━━ Given data

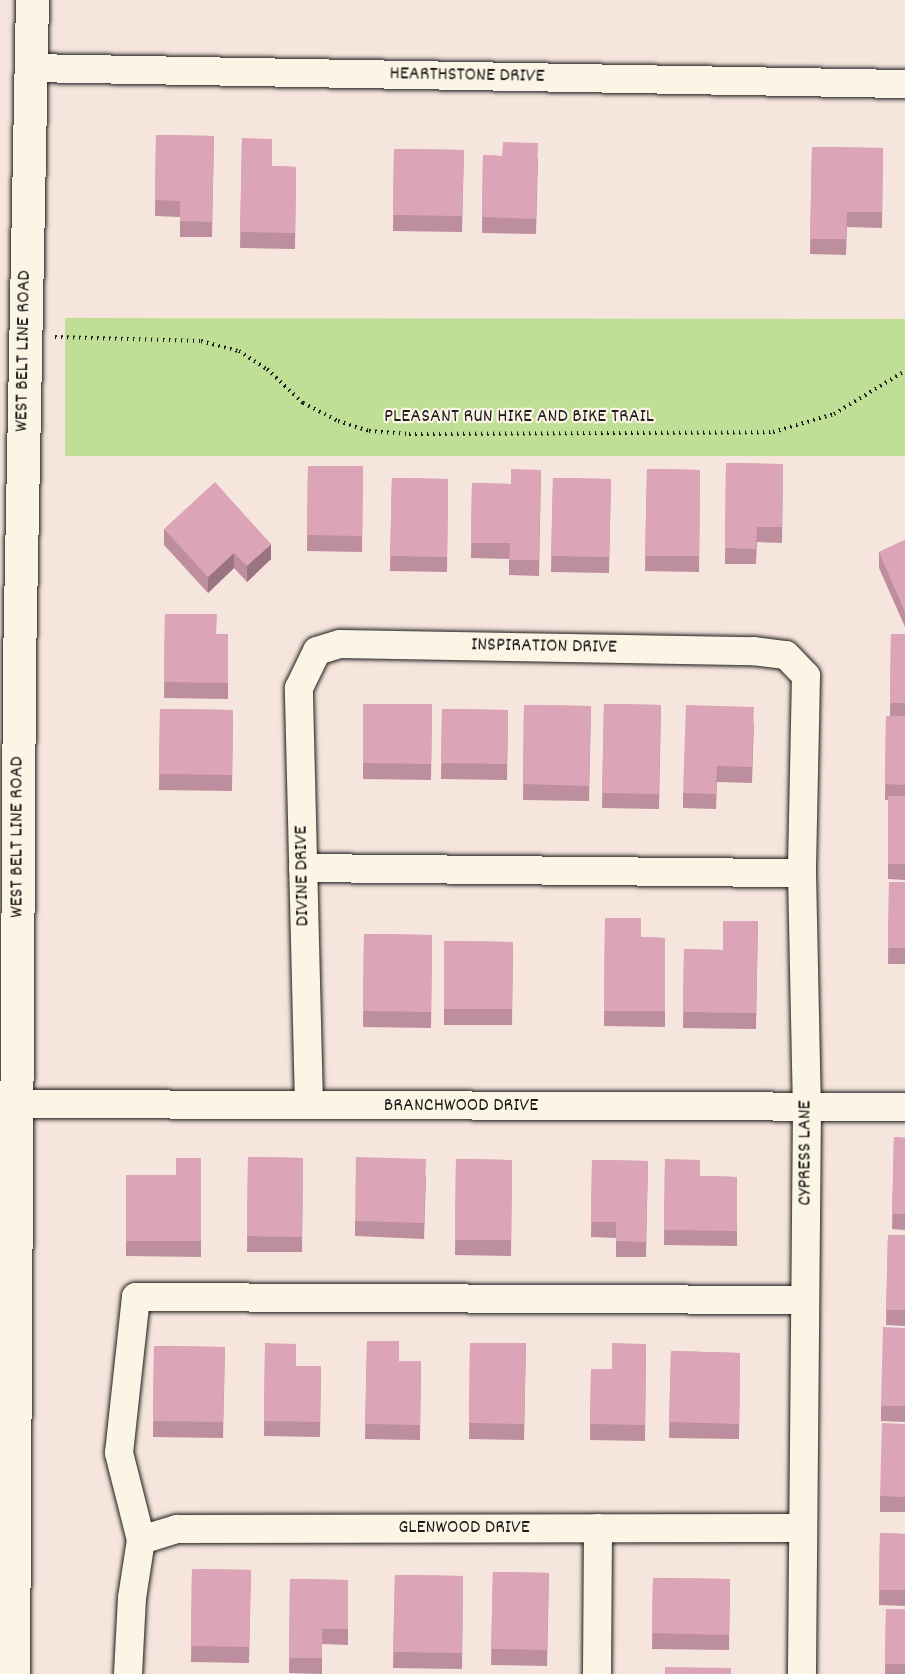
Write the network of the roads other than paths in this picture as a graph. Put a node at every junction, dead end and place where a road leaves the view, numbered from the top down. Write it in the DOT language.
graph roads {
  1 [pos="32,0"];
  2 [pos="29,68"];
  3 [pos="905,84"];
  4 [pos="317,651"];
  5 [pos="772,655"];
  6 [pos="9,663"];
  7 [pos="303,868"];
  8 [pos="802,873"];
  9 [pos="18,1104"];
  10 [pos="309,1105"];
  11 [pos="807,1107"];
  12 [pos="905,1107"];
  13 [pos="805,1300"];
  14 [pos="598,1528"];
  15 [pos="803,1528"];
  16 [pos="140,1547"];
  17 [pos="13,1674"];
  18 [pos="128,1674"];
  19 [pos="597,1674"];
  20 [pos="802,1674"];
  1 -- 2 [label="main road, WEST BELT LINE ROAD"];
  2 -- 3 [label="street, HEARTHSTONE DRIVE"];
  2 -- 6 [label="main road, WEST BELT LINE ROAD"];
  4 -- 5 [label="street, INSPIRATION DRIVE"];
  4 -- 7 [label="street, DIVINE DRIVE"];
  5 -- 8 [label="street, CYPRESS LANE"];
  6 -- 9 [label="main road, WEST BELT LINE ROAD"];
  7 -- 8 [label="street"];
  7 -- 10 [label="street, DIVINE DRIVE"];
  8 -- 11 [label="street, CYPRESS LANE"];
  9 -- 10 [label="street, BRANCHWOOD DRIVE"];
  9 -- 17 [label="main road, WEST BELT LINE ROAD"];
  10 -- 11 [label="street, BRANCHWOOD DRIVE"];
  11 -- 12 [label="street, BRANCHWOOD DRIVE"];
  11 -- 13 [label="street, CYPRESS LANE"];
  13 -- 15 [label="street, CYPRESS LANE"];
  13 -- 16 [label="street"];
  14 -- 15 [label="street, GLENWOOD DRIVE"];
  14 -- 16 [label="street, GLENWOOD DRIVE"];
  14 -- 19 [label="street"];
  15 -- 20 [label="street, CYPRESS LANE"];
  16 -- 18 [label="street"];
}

━━━━

What the task requires: A faithful, complete copy of the records above is required, one that contains no pictures.

Completed exercise:
Write the network of the roads other than paths in this picture as a graph. Put a node at every junction, dead end and place where a road leaves the view, numbered from the top down. Write it in the DOT language.
graph roads {
  1 [pos="32,0"];
  2 [pos="29,68"];
  3 [pos="905,84"];
  4 [pos="317,651"];
  5 [pos="772,655"];
  6 [pos="9,663"];
  7 [pos="303,868"];
  8 [pos="802,873"];
  9 [pos="18,1104"];
  10 [pos="309,1105"];
  11 [pos="807,1107"];
  12 [pos="905,1107"];
  13 [pos="805,1300"];
  14 [pos="598,1528"];
  15 [pos="803,1528"];
  16 [pos="140,1547"];
  17 [pos="13,1674"];
  18 [pos="128,1674"];
  19 [pos="597,1674"];
  20 [pos="802,1674"];
  1 -- 2 [label="main road, WEST BELT LINE ROAD"];
  2 -- 3 [label="street, HEARTHSTONE DRIVE"];
  2 -- 6 [label="main road, WEST BELT LINE ROAD"];
  4 -- 5 [label="street, INSPIRATION DRIVE"];
  4 -- 7 [label="street, DIVINE DRIVE"];
  5 -- 8 [label="street, CYPRESS LANE"];
  6 -- 9 [label="main road, WEST BELT LINE ROAD"];
  7 -- 8 [label="street"];
  7 -- 10 [label="street, DIVINE DRIVE"];
  8 -- 11 [label="street, CYPRESS LANE"];
  9 -- 10 [label="street, BRANCHWOOD DRIVE"];
  9 -- 17 [label="main road, WEST BELT LINE ROAD"];
  10 -- 11 [label="street, BRANCHWOOD DRIVE"];
  11 -- 12 [label="street, BRANCHWOOD DRIVE"];
  11 -- 13 [label="street, CYPRESS LANE"];
  13 -- 15 [label="street, CYPRESS LANE"];
  13 -- 16 [label="street"];
  14 -- 15 [label="street, GLENWOOD DRIVE"];
  14 -- 16 [label="street, GLENWOOD DRIVE"];
  14 -- 19 [label="street"];
  15 -- 20 [label="street, CYPRESS LANE"];
  16 -- 18 [label="street"];
}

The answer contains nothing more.